La mesa caótica es una gran ciudad, de la que tú eres un elemento más. Todo parece vivo, épico, milagroso. En la mesa vacía, la soledad es perfecta. Hay que elegir

Algunos días, la vida entera desemboca en tu mesa de trabajo, en la que se agolpa un caos apremiante, que hace chispas. Montañas de carpetas, anotaciones inservibles en postit, columnas de libros que imitan a los ladrillos, cervezas casi vacías, portarretratos, el teléfono, lápices, libros abiertos boca abajo, unas pocas monedas, bolígrafos sin tapa, tazas de café, fundas de gafas, cucharas, unos auriculares, tapas de bolígrafo, velas, el ordenador portátil, libretas abiertas y cerradas, cables, un ejemplar de recuerdo del Frankfurter allgemeiner zeitug, una pala de juguete de tu hija o, en las peores horas, un martillo y un trapo con la piel de una manzana. Todo cae ahí, lenta y peligrosamente, casi a escondidas, hasta que la visión del desorden se vuelve hostil, y te paraliza. Primero no era nada y a continuación ya era una bomba haciendo tic tac que desmoraliza a cualquiera, igual que las mañanas que te levantas jovial, subes la persiana, y al ver la calle mojada apenas encuentras fuerzas para balbucear un "llovió", y aplazar todos tus planes. Solo sabes que todo sucedió delante de tus narices, y que no lo viste llegar.

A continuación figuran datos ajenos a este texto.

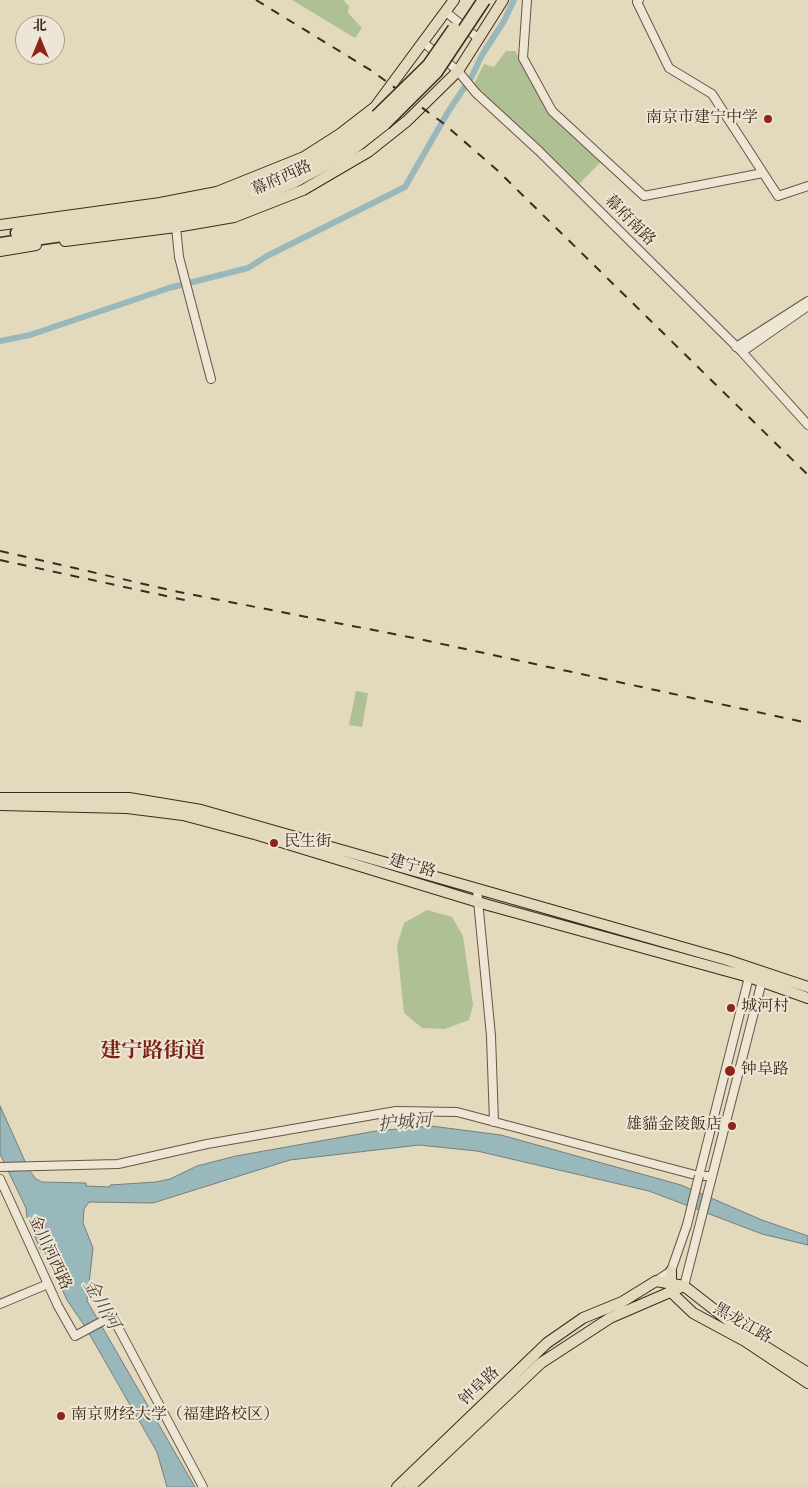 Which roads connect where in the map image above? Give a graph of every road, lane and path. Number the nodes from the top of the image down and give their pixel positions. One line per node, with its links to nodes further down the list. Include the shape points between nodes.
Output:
1 (454, 0): 7 (main road, 幕府西路)
2 (474, 0): 11 (highway, 幕府西路, bridge, via 429,65)
3 (484, 0): 11 (highway, 幕府西路, bridge, via 436,72)
4 (503, 0): 8 (main road, 幕府西路)
5 (528, 0): 12 (street, via 523,58 552,111 644,196)
6 (639, 0): 12 (street, via 637,2 670,68 712,94)
7 (446, 12): 8 (street); 9 (main road, 幕府西路)
8 (479, 38): 10 (main road, 幕府西路)
9 (424, 43): 10 (street, 幕府南路); 13 (main road, 幕府西路, via 375,107 340,134 304,157)
10 (459, 72): 19 (main road, 幕府西路, via 406,122 368,152 303,190); 28 (street, 幕府南路, via 476,93)
11 (381, 120): 15 (highway, 幕府西路, via 284,176); 17 (highway, 幕府西路, via 347,153 293,182 222,212)
12 (763, 173): 14 (street, via 778,196)
13 (242, 183): 15 (highway); 16 (main road, 幕府西路, via 198,196)
14 (808, 186)
15 (216, 202): 18 (highway, 幕府西路)
16 (92, 213): 18 (highway); 20 (main road, 幕府西路)
17 (203, 215): 19 (highway); 22 (highway, 幕府西路)
18 (125, 217): 22 (highway, 幕府西路)
19 (234, 218): 21 (main road, 幕府西路)
20 (0, 225)
21 (176, 228): 22 (main road, 幕府西路); 29 (street, via 188,296)
22 (62, 234): 23 (highway, 幕府西路); 24 (highway, 幕府西路); 25 (main road, 幕府西路)
23 (0, 235)
24 (0, 244)
25 (0, 250)
26 (808, 301): 28 (street)
27 (808, 306): 28 (street)
28 (739, 349): 30 (street, 幕府南路)
29 (211, 379)
30 (808, 425)
31 (0, 798): 33 (main road, 建宁路, via 129,798 176,804)
32 (0, 805): 34 (main road, 建宁路, via 127,808 183,815)
33 (477, 890): 34 (street); 35 (main road, 建宁路)
34 (479, 902): 36 (main road, 建宁路); 40 (street, via 491,1036)
35 (758, 969): 36 (street); 37 (street); 38 (main road, 建宁路)
36 (749, 977): 37 (main road, 建宁路); 42 (street)
37 (762, 981): 39 (main road, 建宁路); 43 (street)
38 (808, 987)
39 (808, 998)
40 (494, 1122): 41 (street, via 457,1112 396,1111 208,1144 118,1164); 42 (street)
41 (0, 1167)
42 (699, 1176): 43 (street); 45 (street, bridge)
43 (712, 1176): 48 (street)
44 (0, 1180): 47 (street, 金川河西路)
45 (671, 1271): 46 (street, 钟阜路); 49 (main road)
46 (656, 1281): 49 (main road); 54 (main road, 钟阜路, via 622,1302 583,1318 547,1343)
47 (48, 1284): 50 (street); 53 (street, 金川河西路, via 75,1336 111,1316)
48 (684, 1286): 49 (main road, 钟阜路); 51 (main road, 黑龙江路, via 747,1335)
49 (671, 1288): 52 (main road, 黑龙江路, via 693,1313 745,1341); 55 (main road, 钟阜路, via 610,1318 541,1363)
50 (0, 1304)
51 (808, 1373)
52 (808, 1383)
53 (203, 1487)
54 (397, 1487)
55 (410, 1487)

El desorden busca en sigilo las horas del hastío. Te vigila, y cuando bajas la guardia, ataca. Equivale a una lluvia para el interior de las casas. Bastan unos ratos de apatía, o que pienses que tienes cosas más importantes que hacer que devolver las cosas a su sitio, para que tu mesa se llene de objetos. Se posan y dicen "me quedo, yo soy de aquí". En cierto sentido, es un motín. La revuelta la lidera a veces un libro que tomaste de la estantería a la búsqueda de un subrayado que le hiciste hace años a una página. Ese libro llama a otro, pariente lejano, y en el que persigues un pasaje que case con el anterior, y ese libro reclama un lápiz, y un lápiz lleva a un marcapáginas, y este a un café recién hecho, y el café a unas migas de galleta, y estas a una idea, y la idea exige un post-it, rápido, así sucesivamente hasta que se declara la guerra ante tus narices.

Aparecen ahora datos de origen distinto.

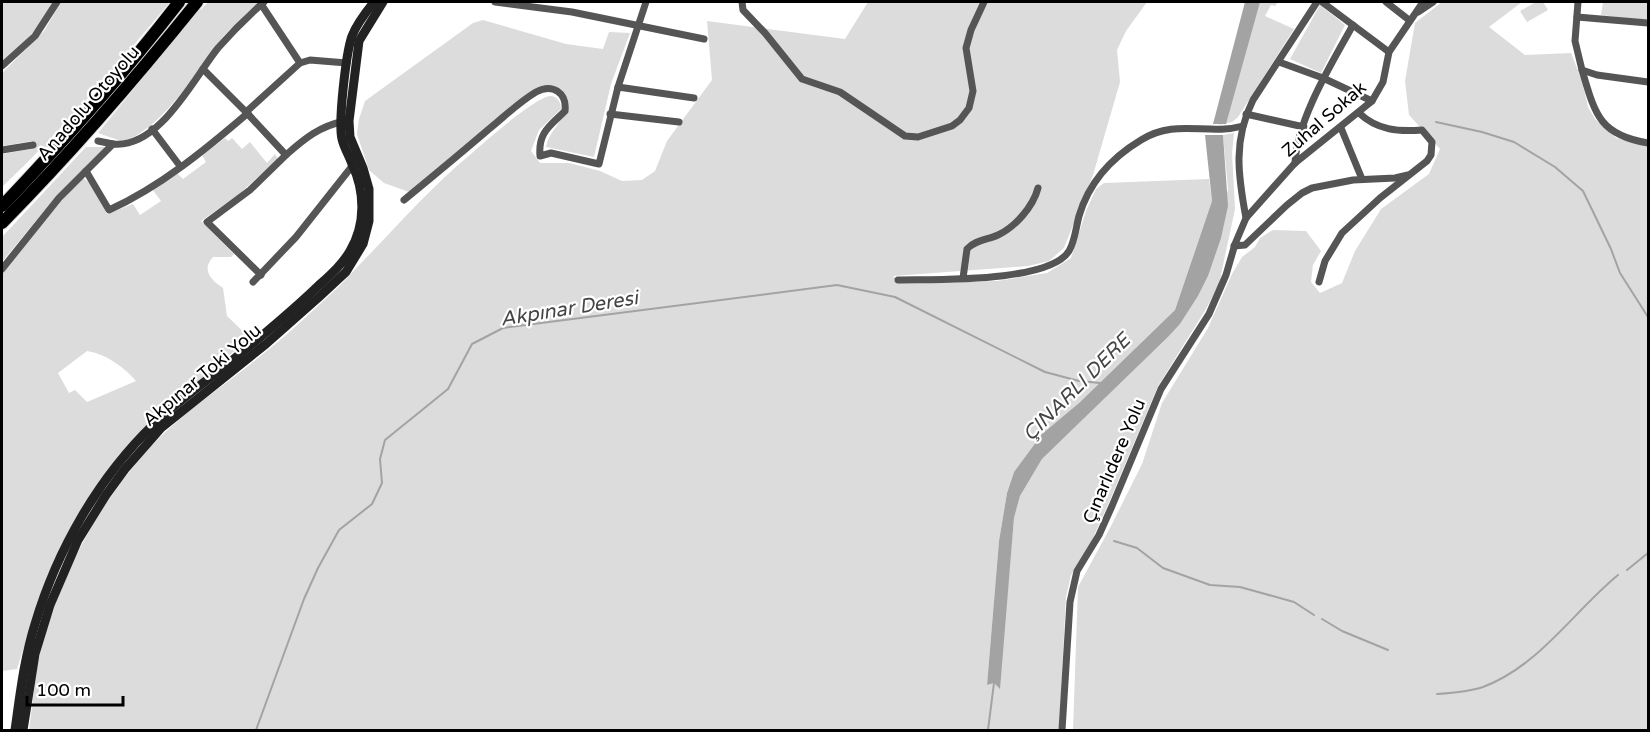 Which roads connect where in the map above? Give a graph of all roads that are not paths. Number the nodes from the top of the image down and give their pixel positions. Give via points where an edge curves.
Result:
1 (57, 2) edge
2 (179, 2) edge
3 (197, 2) edge
4 (495, 2) edge
5 (646, 2) edge
6 (742, 2) edge
7 (984, 2) edge
8 (1317, 2) edge
9 (1322, 2) edge
10 (1386, 2) edge
11 (1423, 2) edge
12 (1433, 2) edge
13 (1578, 2) edge
14 (262, 3) edge
15 (374, 4) edge
16 (1411, 17) junction
17 (1577, 17) junction
18 (1648, 23) edge
19 (1353, 25) junction
20 (637, 26) junction
21 (704, 39) dead end
22 (1389, 52) junction
23 (1279, 62) junction
24 (300, 63) junction
25 (347, 63) junction
26 (2, 66) edge
27 (203, 69) junction
28 (1582, 70) junction
29 (1323, 78) junction
30 (1648, 82) edge
31 (618, 87) junction
32 (694, 98) dead end
33 (1372, 101) junction
34 (247, 113) junction
35 (1359, 113) junction
36 (610, 114) junction
37 (1246, 114) junction
38 (345, 121) junction
39 (679, 122) dead end
40 (1243, 126) junction
41 (1304, 126) junction
42 (1341, 128) junction
43 (152, 129) junction
44 (98, 141) dead end
45 (1648, 143) edge
46 (113, 144) junction
47 (33, 145) tunnel mouth
48 (2, 150) edge
49 (286, 155) junction
50 (357, 163) junction
51 (1295, 163) junction
52 (180, 166) junction
53 (86, 171) junction
54 (1410, 175) junction
55 (1362, 179) junction
56 (1038, 188) dead end
57 (404, 200) dead end
58 (2, 206) edge
59 (1246, 218) junction
60 (2, 224) edge
61 (1234, 246) junction
62 (2, 269) edge
63 (261, 275) junction
64 (963, 278) junction
65 (898, 280) dead end
66 (253, 282) dead end
67 (1319, 282) dead end
68 (15, 730) edge
69 (23, 730) edge
70 (1062, 730) edge

1 - 26 street via 35,36
2 - 58 highway, Anadolu Otoyolu via 106,92
3 - 60 highway, Anadolu Otoyolu via 115,101
4 - 20 street
5 - 20 street
6 - 7 street via 743,10 802,79 840,92 905,136 918,137 952,126 969,108 974,91 966,48
8 - 23 street
9 - 19 street
10 - 16 street
11 - 16 street, Zuhal Sokak
12 - 16 street
13 - 17 street
14 - 24 street
14 - 27 street
15 - 25 main road via 352,35
15 - 38 main road via 359,41
16 - 22 street, Zuhal Sokak
17 - 18 street
17 - 28 street via 1575,48
19 - 22 street
19 - 29 street
20 - 21 street
20 - 31 street
22 - 33 street, Zuhal Sokak via 1380,89
23 - 29 street
23 - 37 street
24 - 25 street
24 - 34 street
25 - 38 main road
27 - 34 street
27 - 43 street via 169,114
28 - 30 street
28 - 45 street via 1592,105 1605,124 1629,140
29 - 33 street
29 - 41 street
31 - 32 street
31 - 36 street
33 - 35 street, Zuhal Sokak
34 - 49 street
34 - 52 street
35 - 42 street, Zuhal Sokak
35 - 54 street via 1381,127 1422,130 1429,137 1431,155
36 - 39 street
36 - 57 street via 599,164 550,153 540,156 539,142 565,111 566,101 563,94 553,90 538,91
37 - 40 street
37 - 41 street
38 - 49 street via 310,134
38 - 50 main road via 342,139
40 - 59 street via 1237,164
40 - 64 street via 1223,130 1171,129 1142,139 1098,177 1083,203 1072,245 1063,258 1029,273
41 - 51 street
42 - 51 street, Zuhal Sokak
42 - 55 street
43 - 46 street via 134,142
43 - 52 street
44 - 46 street
46 - 53 street
47 - 48 street
49 - 63 street via 250,190 207,222
50 - 63 street
50 - 68 main road, Akpınar Toki Yolu via 362,216 355,241 342,263 259,339 154,424 113,470 83,515 57,562 35,624
50 - 69 main road, Akpınar Toki Yolu via 369,189 370,210 367,232 356,258 266,344 161,428 125,469 87,524 41,631
51 - 59 street, Zuhal Sokak
52 - 53 street via 109,210
53 - 62 street
54 - 55 street
54 - 67 street via 1342,233 1325,261
55 - 61 street via 1321,185 1302,193 1249,242
56 - 64 street via 1012,226 967,249
59 - 61 street, Çınarlıdere Yolu
61 - 70 street, Çınarlıdere Yolu via 1209,314 1161,389 1099,535 1077,571 1070,602
63 - 66 street
64 - 65 street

Parece sencillo ordenar una mesa. No es tan grande, piensas. ¿No se ordenan las ciudades por las noches? ¿No se ordenan los colegios, las bibliotecas, las habitaciones de hotel, los bolsillos al llegar a casa, los armarios, la memoria, el fregadero, el pago de impuestos? No hay más que reincorporar cada cosa a su sitio, te explicas a ti mismo. Ahí precisamente vive el problema. Muchas cosas no tienen un sitio. Deambulan de un rincón a otro de la vivienda empujadas por un viento inexistente, acaso un mar de fondo. Siempre hay una mano cómplice que las traslada sin saber lo que hace. Cuando al fin recalan en la mesa, se aferran a ella. Intentan fundar una patria. Es intimidante. Algunos días se vuelve imposible arrojar a la basura un simple número apuntado en una trozo de papel, que ni siquiera sabes de quién es. ¿Y si se trata de un teléfono importante, y pasado mañana lo necesitas? No digamos si la anotación es una frase, o una idea, que ahora no sirven para nada. ¿Es que acaso en el futuro, cuando vengan mal dadas, no hallarás de máxima utilidad la frase o la idea?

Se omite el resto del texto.